START Data to process

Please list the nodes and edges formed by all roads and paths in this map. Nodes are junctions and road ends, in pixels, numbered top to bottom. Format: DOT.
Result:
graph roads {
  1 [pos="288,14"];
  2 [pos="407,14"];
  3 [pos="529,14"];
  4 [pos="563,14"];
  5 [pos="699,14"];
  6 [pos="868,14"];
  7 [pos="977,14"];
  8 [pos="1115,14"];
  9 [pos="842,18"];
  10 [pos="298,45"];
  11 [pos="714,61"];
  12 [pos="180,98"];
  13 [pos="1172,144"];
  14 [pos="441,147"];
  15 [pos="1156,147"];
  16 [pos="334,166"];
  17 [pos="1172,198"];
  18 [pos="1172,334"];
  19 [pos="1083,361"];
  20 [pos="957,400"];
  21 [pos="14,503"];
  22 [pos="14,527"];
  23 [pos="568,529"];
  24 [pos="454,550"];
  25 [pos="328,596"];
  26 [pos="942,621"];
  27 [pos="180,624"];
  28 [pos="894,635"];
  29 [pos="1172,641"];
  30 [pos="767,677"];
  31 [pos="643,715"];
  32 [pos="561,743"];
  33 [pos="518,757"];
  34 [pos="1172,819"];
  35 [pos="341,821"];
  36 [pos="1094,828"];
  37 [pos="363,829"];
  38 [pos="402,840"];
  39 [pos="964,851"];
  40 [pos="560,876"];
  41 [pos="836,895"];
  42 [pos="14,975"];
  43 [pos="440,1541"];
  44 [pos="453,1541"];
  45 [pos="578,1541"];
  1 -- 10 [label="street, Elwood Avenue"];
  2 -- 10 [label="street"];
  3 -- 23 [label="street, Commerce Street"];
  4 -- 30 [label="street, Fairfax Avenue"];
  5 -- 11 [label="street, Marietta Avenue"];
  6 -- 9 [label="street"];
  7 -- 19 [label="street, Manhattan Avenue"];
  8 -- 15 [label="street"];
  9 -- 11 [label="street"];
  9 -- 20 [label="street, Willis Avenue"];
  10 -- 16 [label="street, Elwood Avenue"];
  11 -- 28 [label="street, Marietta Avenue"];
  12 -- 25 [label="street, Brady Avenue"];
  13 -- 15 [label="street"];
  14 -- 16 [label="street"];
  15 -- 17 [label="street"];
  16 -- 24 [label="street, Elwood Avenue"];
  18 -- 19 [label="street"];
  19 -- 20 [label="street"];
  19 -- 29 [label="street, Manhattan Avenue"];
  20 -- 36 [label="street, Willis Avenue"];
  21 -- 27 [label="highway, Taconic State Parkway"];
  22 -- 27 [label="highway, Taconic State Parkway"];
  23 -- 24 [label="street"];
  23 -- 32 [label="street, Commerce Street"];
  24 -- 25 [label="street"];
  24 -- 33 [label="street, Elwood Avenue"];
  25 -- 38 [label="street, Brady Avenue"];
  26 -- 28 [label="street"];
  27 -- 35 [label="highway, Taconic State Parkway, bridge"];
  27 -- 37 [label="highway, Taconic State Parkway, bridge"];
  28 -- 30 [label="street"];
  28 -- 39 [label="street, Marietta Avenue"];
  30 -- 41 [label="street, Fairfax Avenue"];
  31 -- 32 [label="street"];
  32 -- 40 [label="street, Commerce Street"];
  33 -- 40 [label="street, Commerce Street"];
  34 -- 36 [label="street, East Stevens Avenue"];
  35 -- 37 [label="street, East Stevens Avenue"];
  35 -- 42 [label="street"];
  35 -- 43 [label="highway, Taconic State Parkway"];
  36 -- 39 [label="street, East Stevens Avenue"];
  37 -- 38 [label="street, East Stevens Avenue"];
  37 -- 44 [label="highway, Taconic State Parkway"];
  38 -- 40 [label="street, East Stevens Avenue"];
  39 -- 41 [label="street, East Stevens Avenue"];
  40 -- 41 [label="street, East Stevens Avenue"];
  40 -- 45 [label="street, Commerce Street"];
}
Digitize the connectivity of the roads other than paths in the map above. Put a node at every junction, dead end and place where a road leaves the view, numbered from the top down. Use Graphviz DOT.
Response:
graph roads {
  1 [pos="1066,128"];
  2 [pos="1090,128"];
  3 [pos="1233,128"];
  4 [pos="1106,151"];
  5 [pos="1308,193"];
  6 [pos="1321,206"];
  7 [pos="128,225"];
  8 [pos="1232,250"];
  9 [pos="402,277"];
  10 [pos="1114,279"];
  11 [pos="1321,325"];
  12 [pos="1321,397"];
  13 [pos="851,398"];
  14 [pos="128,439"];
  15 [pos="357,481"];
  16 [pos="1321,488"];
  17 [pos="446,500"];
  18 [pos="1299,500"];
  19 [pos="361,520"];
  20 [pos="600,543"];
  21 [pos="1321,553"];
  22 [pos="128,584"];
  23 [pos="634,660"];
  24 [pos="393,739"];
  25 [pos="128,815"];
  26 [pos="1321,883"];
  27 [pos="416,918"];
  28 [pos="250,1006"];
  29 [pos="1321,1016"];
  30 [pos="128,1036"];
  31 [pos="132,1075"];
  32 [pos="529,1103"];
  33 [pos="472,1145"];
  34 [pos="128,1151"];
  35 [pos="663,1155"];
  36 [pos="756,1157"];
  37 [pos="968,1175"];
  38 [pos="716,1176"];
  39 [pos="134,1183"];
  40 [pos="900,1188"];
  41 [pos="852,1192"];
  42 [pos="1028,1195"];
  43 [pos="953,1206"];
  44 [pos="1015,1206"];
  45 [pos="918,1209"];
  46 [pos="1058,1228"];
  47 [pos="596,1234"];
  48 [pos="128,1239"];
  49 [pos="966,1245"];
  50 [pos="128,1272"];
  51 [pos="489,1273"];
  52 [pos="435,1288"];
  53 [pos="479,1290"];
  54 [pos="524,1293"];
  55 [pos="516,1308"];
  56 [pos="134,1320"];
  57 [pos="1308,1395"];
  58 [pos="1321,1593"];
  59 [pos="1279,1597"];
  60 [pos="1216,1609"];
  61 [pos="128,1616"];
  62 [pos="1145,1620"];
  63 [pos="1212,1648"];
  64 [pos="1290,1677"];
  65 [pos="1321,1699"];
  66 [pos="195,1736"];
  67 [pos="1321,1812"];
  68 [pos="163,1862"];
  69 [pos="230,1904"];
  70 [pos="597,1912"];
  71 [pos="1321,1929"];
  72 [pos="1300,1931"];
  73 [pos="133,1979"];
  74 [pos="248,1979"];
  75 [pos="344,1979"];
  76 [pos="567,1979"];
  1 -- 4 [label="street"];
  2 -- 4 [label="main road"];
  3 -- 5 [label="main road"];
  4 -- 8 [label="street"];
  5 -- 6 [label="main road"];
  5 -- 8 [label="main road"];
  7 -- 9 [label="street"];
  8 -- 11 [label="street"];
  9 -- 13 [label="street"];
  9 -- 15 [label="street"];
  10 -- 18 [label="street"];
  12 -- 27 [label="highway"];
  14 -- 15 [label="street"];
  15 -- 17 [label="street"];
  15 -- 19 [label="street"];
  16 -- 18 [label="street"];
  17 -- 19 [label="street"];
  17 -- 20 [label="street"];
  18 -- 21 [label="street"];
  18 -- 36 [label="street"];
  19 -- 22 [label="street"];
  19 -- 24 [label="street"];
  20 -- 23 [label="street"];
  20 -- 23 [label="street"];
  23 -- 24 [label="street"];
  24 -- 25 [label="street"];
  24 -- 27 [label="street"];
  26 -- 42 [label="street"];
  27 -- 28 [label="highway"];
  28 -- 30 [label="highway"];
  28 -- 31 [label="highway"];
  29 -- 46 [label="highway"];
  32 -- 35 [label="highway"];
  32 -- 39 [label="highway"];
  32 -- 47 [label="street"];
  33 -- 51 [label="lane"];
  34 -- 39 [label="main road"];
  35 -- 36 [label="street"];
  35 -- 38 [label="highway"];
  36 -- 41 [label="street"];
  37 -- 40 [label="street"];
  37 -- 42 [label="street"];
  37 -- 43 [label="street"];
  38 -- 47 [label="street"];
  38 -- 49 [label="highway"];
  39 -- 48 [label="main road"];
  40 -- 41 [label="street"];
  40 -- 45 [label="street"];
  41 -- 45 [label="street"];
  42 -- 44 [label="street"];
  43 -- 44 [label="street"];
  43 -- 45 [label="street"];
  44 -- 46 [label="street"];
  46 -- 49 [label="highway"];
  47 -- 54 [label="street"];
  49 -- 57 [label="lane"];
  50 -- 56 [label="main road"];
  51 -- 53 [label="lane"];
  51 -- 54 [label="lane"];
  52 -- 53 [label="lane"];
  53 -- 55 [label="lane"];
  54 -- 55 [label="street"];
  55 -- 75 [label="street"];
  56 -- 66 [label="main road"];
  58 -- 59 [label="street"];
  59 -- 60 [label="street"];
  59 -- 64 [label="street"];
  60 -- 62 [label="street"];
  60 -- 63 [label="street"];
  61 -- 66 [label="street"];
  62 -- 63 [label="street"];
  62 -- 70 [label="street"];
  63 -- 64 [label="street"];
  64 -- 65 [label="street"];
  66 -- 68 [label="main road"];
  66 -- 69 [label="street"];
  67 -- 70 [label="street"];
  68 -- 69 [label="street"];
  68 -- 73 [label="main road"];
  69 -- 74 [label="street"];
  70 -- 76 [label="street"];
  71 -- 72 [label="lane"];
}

END Data to process

Task brief:
In the entries above, find each line with "Fairfax" and copy it.

Answer space:
  4 -- 30 [label="street, Fairfax Avenue"];
  30 -- 41 [label="street, Fairfax Avenue"];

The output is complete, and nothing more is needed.